Your objective =
The data below needs to be returned exactly, line for line.
=== Provided records ===
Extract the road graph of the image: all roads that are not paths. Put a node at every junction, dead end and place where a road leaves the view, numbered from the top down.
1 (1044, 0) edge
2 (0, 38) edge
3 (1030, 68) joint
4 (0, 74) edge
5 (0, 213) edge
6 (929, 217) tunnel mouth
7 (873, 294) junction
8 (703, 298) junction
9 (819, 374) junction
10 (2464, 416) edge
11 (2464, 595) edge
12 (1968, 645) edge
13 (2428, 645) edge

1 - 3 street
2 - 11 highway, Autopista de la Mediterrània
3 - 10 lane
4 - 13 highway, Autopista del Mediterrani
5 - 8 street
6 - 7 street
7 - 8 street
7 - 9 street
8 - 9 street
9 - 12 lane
===
Answer area =
Extract the road graph of the image: all roads that are not paths. Put a node at every junction, dead end and place where a road leaves the view, numbered from the top down.
1 (1044, 0) edge
2 (0, 38) edge
3 (1030, 68) joint
4 (0, 74) edge
5 (0, 213) edge
6 (929, 217) tunnel mouth
7 (873, 294) junction
8 (703, 298) junction
9 (819, 374) junction
10 (2464, 416) edge
11 (2464, 595) edge
12 (1968, 645) edge
13 (2428, 645) edge

1 - 3 street
2 - 11 highway, Autopista de la Mediterrània
3 - 10 lane
4 - 13 highway, Autopista del Mediterrani
5 - 8 street
6 - 7 street
7 - 8 street
7 - 9 street
8 - 9 street
9 - 12 lane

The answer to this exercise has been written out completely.